Collected data entries:

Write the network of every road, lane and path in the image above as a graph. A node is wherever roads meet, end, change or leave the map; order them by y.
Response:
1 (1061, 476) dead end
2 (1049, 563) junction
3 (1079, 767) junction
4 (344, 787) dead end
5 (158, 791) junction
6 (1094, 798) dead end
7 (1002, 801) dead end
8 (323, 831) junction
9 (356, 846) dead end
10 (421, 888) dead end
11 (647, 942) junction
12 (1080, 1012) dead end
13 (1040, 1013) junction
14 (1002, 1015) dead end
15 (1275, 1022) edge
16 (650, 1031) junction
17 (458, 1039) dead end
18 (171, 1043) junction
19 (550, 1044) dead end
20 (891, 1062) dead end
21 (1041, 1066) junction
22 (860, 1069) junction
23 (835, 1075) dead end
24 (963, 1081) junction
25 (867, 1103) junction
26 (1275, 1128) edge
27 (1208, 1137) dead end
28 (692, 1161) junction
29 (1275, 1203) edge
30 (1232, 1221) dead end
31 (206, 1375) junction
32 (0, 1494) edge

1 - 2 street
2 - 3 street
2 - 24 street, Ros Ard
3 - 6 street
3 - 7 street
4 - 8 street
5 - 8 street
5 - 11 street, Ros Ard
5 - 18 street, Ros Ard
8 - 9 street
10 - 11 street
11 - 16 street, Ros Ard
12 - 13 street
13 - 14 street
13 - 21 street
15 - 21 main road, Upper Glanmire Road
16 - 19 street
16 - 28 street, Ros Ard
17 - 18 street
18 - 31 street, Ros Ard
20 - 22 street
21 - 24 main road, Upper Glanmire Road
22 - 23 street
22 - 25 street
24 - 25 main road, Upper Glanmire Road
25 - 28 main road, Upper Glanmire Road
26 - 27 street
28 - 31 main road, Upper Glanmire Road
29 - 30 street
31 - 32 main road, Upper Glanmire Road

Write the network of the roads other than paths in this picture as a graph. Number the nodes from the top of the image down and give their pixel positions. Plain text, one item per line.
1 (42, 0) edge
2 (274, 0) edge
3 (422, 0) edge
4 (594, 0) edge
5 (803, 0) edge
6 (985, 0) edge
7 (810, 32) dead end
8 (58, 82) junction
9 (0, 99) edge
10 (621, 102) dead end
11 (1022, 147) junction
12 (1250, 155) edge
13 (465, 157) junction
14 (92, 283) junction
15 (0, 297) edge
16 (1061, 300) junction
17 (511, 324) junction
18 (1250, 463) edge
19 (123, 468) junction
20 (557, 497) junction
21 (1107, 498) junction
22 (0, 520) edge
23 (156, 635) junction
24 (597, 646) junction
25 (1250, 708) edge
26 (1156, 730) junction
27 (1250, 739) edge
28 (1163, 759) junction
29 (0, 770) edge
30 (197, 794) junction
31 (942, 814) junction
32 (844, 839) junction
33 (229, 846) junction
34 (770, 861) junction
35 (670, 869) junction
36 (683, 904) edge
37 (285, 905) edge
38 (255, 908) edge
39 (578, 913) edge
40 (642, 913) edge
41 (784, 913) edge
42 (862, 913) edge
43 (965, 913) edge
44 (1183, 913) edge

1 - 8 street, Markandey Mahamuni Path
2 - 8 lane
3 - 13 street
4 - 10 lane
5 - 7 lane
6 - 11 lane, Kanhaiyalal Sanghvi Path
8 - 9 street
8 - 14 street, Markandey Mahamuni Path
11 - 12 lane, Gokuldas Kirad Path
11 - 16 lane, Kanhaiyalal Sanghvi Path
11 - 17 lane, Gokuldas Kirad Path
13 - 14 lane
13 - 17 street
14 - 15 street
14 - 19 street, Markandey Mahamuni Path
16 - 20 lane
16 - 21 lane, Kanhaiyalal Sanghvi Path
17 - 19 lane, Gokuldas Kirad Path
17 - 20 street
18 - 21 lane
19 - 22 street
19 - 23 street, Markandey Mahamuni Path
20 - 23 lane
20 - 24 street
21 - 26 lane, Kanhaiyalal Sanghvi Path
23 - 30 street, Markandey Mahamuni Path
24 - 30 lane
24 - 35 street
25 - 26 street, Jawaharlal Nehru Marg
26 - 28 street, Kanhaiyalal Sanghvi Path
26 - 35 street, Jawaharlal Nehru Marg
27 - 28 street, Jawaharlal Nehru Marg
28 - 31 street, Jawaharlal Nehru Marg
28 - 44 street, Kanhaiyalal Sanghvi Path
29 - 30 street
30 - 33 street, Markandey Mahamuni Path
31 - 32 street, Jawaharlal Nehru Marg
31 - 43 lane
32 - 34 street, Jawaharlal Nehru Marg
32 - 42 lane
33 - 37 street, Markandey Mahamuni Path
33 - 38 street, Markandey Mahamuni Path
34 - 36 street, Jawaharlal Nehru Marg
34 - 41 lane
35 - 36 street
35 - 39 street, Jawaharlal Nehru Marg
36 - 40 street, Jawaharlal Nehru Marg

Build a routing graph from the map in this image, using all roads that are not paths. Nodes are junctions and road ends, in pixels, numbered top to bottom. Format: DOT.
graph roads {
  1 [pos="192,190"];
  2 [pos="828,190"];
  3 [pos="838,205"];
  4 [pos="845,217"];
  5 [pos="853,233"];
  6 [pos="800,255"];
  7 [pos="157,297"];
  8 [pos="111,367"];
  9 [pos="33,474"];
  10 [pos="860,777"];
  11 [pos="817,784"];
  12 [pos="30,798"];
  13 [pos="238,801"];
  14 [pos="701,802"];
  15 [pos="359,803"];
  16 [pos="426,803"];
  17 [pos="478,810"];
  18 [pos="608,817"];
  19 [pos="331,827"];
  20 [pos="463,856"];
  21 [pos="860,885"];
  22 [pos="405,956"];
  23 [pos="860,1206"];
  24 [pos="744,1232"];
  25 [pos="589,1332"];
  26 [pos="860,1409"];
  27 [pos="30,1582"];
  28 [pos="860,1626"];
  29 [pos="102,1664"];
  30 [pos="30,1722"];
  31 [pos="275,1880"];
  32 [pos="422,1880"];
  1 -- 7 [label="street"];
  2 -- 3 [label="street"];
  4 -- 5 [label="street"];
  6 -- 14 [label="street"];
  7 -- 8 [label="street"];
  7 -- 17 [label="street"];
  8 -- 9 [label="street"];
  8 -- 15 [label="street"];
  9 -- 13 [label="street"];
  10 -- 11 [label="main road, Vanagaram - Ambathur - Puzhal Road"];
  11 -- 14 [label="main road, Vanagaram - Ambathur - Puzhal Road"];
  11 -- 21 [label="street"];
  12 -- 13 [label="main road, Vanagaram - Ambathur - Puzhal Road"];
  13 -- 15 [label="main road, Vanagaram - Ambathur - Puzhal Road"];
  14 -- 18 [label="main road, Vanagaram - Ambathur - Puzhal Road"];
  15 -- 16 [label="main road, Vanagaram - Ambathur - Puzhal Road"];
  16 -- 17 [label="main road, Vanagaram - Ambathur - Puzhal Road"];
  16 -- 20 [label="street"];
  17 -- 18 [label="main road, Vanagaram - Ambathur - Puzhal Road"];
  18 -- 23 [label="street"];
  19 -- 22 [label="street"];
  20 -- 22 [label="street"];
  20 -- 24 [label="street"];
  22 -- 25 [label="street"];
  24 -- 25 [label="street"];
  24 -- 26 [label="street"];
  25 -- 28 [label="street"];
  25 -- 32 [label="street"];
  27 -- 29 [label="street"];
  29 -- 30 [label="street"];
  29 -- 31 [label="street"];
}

EXERCISE DIRECTIONS
Copy, character for character, the lines from the line that holds "Build a routing" through the final line of the records above.

ANSWER FOR THE TASK
Build a routing graph from the map in this image, using all roads that are not paths. Nodes are junctions and road ends, in pixels, numbered top to bottom. Format: DOT.
graph roads {
  1 [pos="192,190"];
  2 [pos="828,190"];
  3 [pos="838,205"];
  4 [pos="845,217"];
  5 [pos="853,233"];
  6 [pos="800,255"];
  7 [pos="157,297"];
  8 [pos="111,367"];
  9 [pos="33,474"];
  10 [pos="860,777"];
  11 [pos="817,784"];
  12 [pos="30,798"];
  13 [pos="238,801"];
  14 [pos="701,802"];
  15 [pos="359,803"];
  16 [pos="426,803"];
  17 [pos="478,810"];
  18 [pos="608,817"];
  19 [pos="331,827"];
  20 [pos="463,856"];
  21 [pos="860,885"];
  22 [pos="405,956"];
  23 [pos="860,1206"];
  24 [pos="744,1232"];
  25 [pos="589,1332"];
  26 [pos="860,1409"];
  27 [pos="30,1582"];
  28 [pos="860,1626"];
  29 [pos="102,1664"];
  30 [pos="30,1722"];
  31 [pos="275,1880"];
  32 [pos="422,1880"];
  1 -- 7 [label="street"];
  2 -- 3 [label="street"];
  4 -- 5 [label="street"];
  6 -- 14 [label="street"];
  7 -- 8 [label="street"];
  7 -- 17 [label="street"];
  8 -- 9 [label="street"];
  8 -- 15 [label="street"];
  9 -- 13 [label="street"];
  10 -- 11 [label="main road, Vanagaram - Ambathur - Puzhal Road"];
  11 -- 14 [label="main road, Vanagaram - Ambathur - Puzhal Road"];
  11 -- 21 [label="street"];
  12 -- 13 [label="main road, Vanagaram - Ambathur - Puzhal Road"];
  13 -- 15 [label="main road, Vanagaram - Ambathur - Puzhal Road"];
  14 -- 18 [label="main road, Vanagaram - Ambathur - Puzhal Road"];
  15 -- 16 [label="main road, Vanagaram - Ambathur - Puzhal Road"];
  16 -- 17 [label="main road, Vanagaram - Ambathur - Puzhal Road"];
  16 -- 20 [label="street"];
  17 -- 18 [label="main road, Vanagaram - Ambathur - Puzhal Road"];
  18 -- 23 [label="street"];
  19 -- 22 [label="street"];
  20 -- 22 [label="street"];
  20 -- 24 [label="street"];
  22 -- 25 [label="street"];
  24 -- 25 [label="street"];
  24 -- 26 [label="street"];
  25 -- 28 [label="street"];
  25 -- 32 [label="street"];
  27 -- 29 [label="street"];
  29 -- 30 [label="street"];
  29 -- 31 [label="street"];
}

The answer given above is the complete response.